This week’s Canadian election, returning Prime Minister Justin Trudeau to power with another minority government, has done little to shift the balance of power at home but has put sharper edges on several of the nation’s ongoing foreign policy debates.
At the forefront is the question of the next government’s approach to China, which, in the view of cybersecurity expert Marcus Kolga, played an unwelcome role in the campaign.
“Foreign disinformation and influence operations were an issue during the election,” said Kolga, who told VOA that the next Trudeau administration “needs to recognize the many foreign policy challenges and threats Canada faces from malign foreign regimes, like Russia, China and Iran.”
“In British Columbia, actors aligned with Beijing targeted incumbent [members of parliament], who have in the past been critical of the Chinese government’s mass human rights abuses,” Kolga said.
Kolga, who specializes in the use of disinformation, pointed to the case of Kenny Chiu, a Hong Kong-born MP who “was targeted by an anonymous disinformation campaign after he introduced legislation to curb the influence operations of malign foreign regimes, and ultimately lost his seat.”
Analyst Charles Burton at the Ottawa-based MacDonald-Laurier Institute, also sees China as a pre-eminent challenge for the new government.
He noted that the opposition Conservative Party’s campaign platform had called for a “closer alliance with the United States and likeminded democracies to meet the challenge of China's gross violations of the norms of diplomacy and trade that are successively undermining the post-war international rules-based order.”
Much on the minds of many Canadian analysts is the nation’s omission from AUKUS, the new security pact among the United States, Britain and Australia that was announced last week. Both Kolga and Burton see that as a Trudeau administration policy choice rather than a snub.
Also left out of last week’s announcement was New Zealand, which like Canada belongs with the other three to the so-called Five Eyes intelligence-sharing group. That country has already demanded that Australia’s promised nuclear-powered submarines not dock in its waters.

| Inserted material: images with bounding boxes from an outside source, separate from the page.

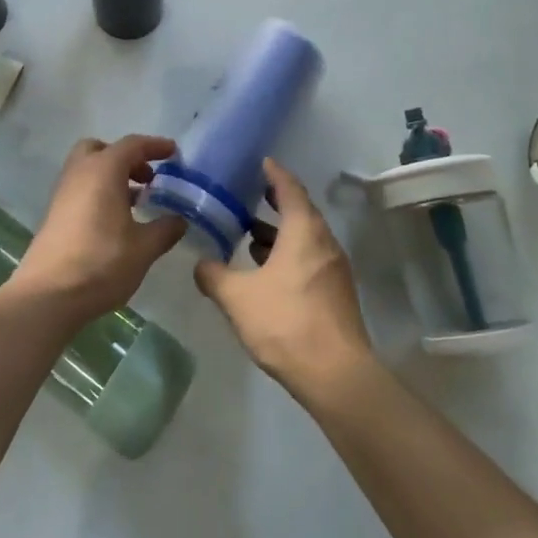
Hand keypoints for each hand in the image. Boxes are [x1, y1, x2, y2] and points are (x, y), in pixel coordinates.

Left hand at [12, 136, 186, 321]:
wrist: (48, 295)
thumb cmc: (101, 263)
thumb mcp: (144, 248)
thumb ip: (165, 229)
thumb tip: (180, 220)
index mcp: (103, 170)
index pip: (132, 145)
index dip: (155, 146)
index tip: (173, 153)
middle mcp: (80, 173)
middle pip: (102, 149)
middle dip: (126, 157)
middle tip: (147, 178)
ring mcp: (63, 193)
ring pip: (88, 169)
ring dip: (112, 176)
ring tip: (137, 201)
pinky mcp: (55, 213)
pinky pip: (81, 188)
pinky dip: (99, 192)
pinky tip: (116, 220)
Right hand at [194, 158, 374, 395]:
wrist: (335, 375)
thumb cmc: (286, 322)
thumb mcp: (237, 297)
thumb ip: (214, 276)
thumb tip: (201, 264)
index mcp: (304, 231)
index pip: (290, 188)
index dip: (275, 173)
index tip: (261, 162)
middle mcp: (324, 242)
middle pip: (300, 211)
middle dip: (275, 202)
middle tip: (249, 194)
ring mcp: (334, 268)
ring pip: (305, 238)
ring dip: (280, 232)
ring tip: (250, 234)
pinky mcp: (336, 292)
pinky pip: (310, 259)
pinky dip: (289, 254)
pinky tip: (267, 271)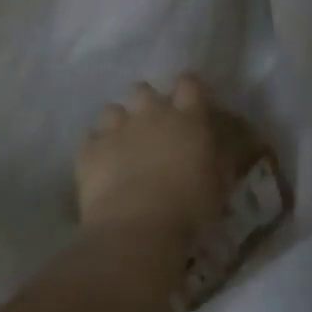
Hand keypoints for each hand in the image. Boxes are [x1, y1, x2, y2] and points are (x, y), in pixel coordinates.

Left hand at [76, 74, 230, 241]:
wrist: (139, 226)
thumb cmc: (190, 206)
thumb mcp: (220, 184)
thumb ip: (220, 159)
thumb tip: (222, 150)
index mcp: (188, 119)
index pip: (188, 84)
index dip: (188, 88)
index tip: (189, 101)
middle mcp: (151, 114)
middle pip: (144, 90)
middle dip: (147, 103)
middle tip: (153, 126)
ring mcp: (117, 130)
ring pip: (113, 109)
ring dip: (119, 123)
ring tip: (123, 144)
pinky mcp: (89, 150)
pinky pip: (90, 138)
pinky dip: (96, 147)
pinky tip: (101, 164)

Nevertheless, Washington-based intelligence expert Graham Plaster sees prospects for future cooperation between Canada and the AUKUS trio.

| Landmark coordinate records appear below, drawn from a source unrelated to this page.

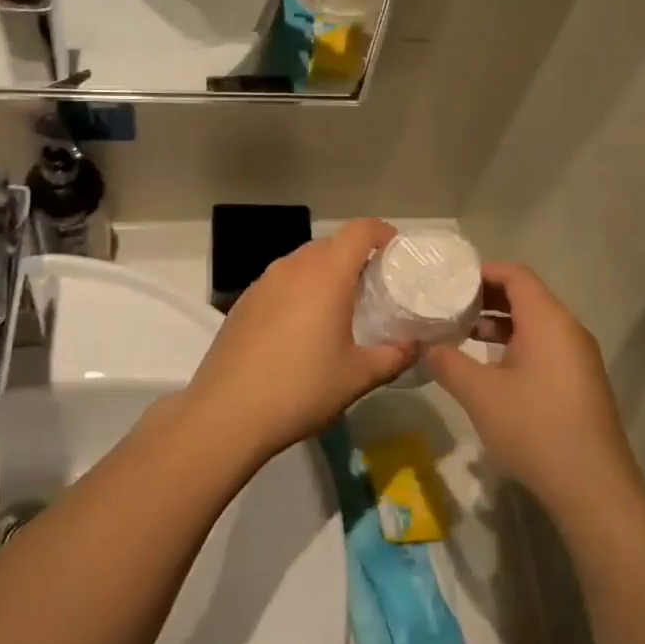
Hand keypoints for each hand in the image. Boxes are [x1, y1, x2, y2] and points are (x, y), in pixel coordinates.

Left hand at [183, 219, 417, 462]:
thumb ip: (394, 356)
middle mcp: (293, 266)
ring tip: (340, 308)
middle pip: (331, 243)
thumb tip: (417, 345)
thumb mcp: (358, 376)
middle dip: (356, 257)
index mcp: (326, 274)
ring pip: (303, 262)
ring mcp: (263, 282)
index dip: (383, 233)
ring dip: (326, 273)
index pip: (360, 230)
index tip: (397, 254)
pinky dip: (300, 290)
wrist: (227, 412)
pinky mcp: (243, 302)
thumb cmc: (301, 388)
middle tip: (375, 287)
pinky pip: (281, 282)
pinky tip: (302, 327)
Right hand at [425, 263, 635, 510]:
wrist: (592, 485)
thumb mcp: (479, 393)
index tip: (450, 280)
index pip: (515, 275)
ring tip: (463, 333)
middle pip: (526, 296)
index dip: (482, 271)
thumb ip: (449, 362)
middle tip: (449, 305)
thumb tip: (429, 347)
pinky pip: (545, 346)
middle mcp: (568, 329)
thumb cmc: (533, 427)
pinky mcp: (580, 381)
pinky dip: (516, 344)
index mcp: (547, 320)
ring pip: (535, 323)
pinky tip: (491, 367)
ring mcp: (579, 357)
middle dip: (486, 297)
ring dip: (499, 323)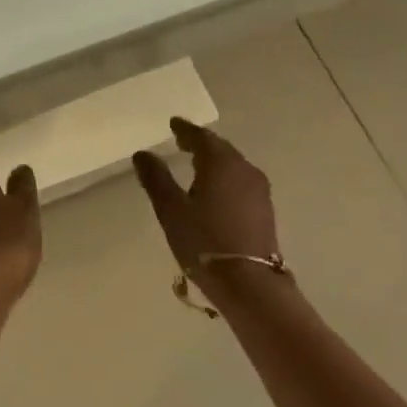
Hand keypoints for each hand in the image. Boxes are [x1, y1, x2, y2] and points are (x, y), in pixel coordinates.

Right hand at [133, 118, 280, 303]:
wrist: (248, 282)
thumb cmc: (204, 241)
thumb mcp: (170, 209)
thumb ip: (156, 178)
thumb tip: (143, 154)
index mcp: (221, 163)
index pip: (201, 137)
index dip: (185, 129)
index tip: (173, 124)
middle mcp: (244, 170)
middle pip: (221, 148)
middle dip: (201, 143)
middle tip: (182, 140)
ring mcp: (258, 190)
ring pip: (233, 164)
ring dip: (215, 160)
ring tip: (196, 163)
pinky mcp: (264, 209)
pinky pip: (240, 181)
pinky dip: (225, 176)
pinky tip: (215, 188)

“Trudeau has said AUKUS is focused on nuclear submarine technology, and therefore not relevant to Canada,” said Plaster, the CEO of The Intelligence Community Inc., a security consulting firm.
“But emerging technology for security will be one of the common themes of the Five Eyes intelligence alliance going forward, so Trudeau's move towards a more cohesive partnership with the Biden administration may include revisiting this platform position.”
For many Canadians, there are more urgent policy issues to be addressed that hit closer to home.
“Canada needs to get its act together and be the global climate leader it claims to be,” said Betsy MacDonald, who ran unsuccessfully for parliament on behalf of the left wing New Democratic Party in the Atlantic province of Nova Scotia.
“Drastically cutting our emissions must be a priority in the near term, and we’ll be fighting hard on this goal,” she said in an interview.
And for 38-year-old Michael Townsend, who describes himself as a “technologist, maker, and artist living in downtown Toronto,” the biggest issue is Canadian arms sales to Saudi Arabia and other “regimes with less-than-stellar human rights records.”
“I predict more of the same from our foreign policy,” Townsend said.
David Tetreau, who works in the oil and gas sector in the western province of Alberta, said he would like to see the next administration push for free trade arrangements with Commonwealth countries, especially Australia and New Zealand.
And unlike many prominent security experts, Tetreau hopes Trudeau will mend ties with China after a series of high profile spats between the two nations.
“Maybe make up with China a bit?” he said.